Francine began her professional career with the Fresno Department of Social Services. She has also worked in management for the Kings County Community Action Organization, Associated Center for Therapy, and Rape Counseling Services of Fresno. Francine is an accomplished performer and sought after storyteller, motivational speaker, and organizational consultant. She presents on a variety of topics including male/female relationships, cultural competency, ending violence against women, and non-profit board development. Francine and her husband, Rev. Henry I. Oputa, Ed.D. have developed an urban ministry that works with children, youth, and their families in Downtown and West Fresno. She has a B.A. in Speech Communication; a Master’s in Mass Communication, and is currently completing a doctorate in Educational Leadership.
Desiree was a full time missionary in Bucharest, Romania for 6 years. She has worked with abandoned babies, street children and women at risk. She is a co-founder of a women’s home in Bucharest that still exists and provides a life changing opportunity to heal, transform and flourish for marginalized women. She is passionate about serving women and children locally and internationally.
Michael and Tiffany Jost
Empowered to Connect Parent Trainers, City Without Orphans
Michael and Tiffany Jost have been married for almost 15 years and parent 3 children, one of whom was adopted internationally. They are Empowered to Connect Parent Trainers and teach families about TBRI© Trust Based Relational Intervention. They are passionate about helping children that have experienced developmental and relational trauma.

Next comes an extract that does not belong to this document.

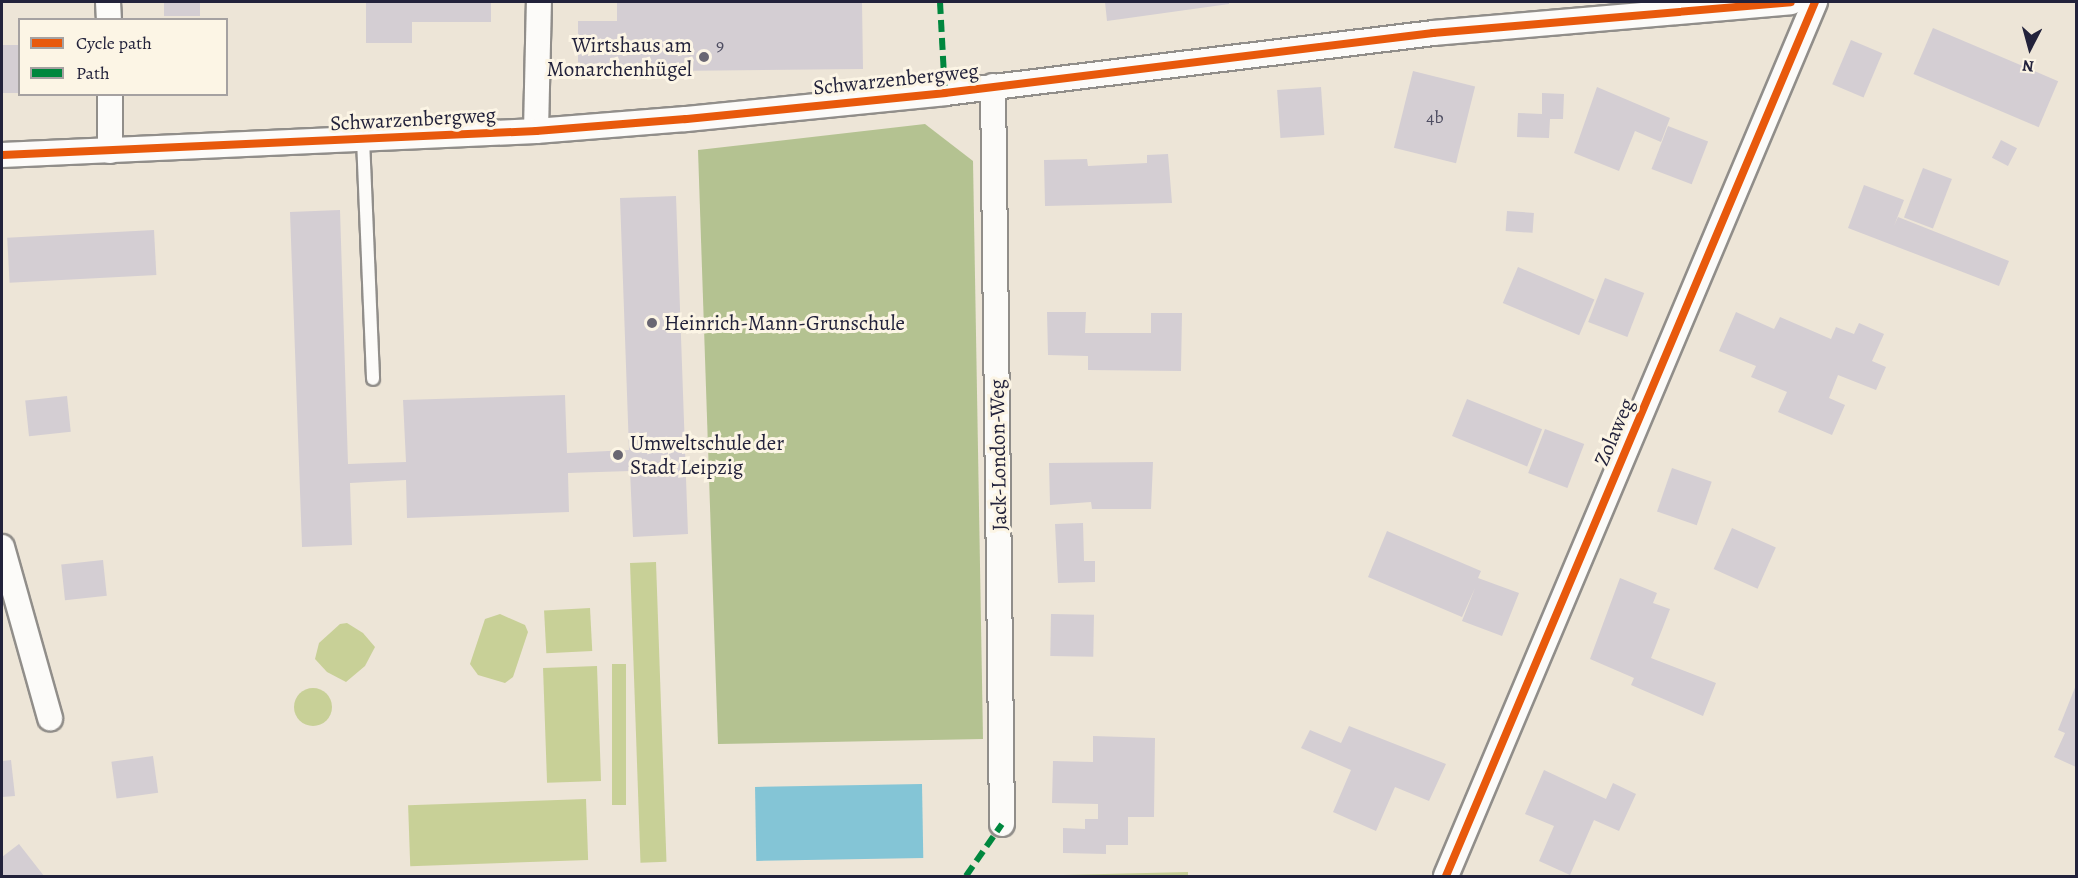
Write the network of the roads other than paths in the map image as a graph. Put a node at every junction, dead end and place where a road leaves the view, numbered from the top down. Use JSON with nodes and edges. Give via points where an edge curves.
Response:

Executive Director, Central Valley Justice Coalition
Born to missionary parents, Ryan Townsend grew up overseas, often witnessing extreme poverty up close in cities and villages around the world. He returned to the Fresno area and graduated from Clovis West High School, later earning a B.A. in Communications from Cal State Fullerton. In his early 20s, Ryan gradually became aware that injustice was routinely met with indifference and often buried under ignorance. This realization fueled a lifelong mission of fighting for the poor and led to volunteer advocacy work with World Vision, The ONE Campaign, CASA, Freedom From Hunger, and No More Slumlords.
For 10 years Ryan served in various pastoral ministry roles, including the last eight at Northpark Community Church where he has been an ardent supporter of CVJC. Ryan’s wife, Bekah Townsend, is worship pastor at Northpark and they have three young children: Amelia, Micah and Kathryn. An avid music fan and musician, Ryan grew up playing in bands and occasionally can still be found playing around town. His other interests include independent cinema, graphic design, fixed-gear bikes, and various other hipster pursuits.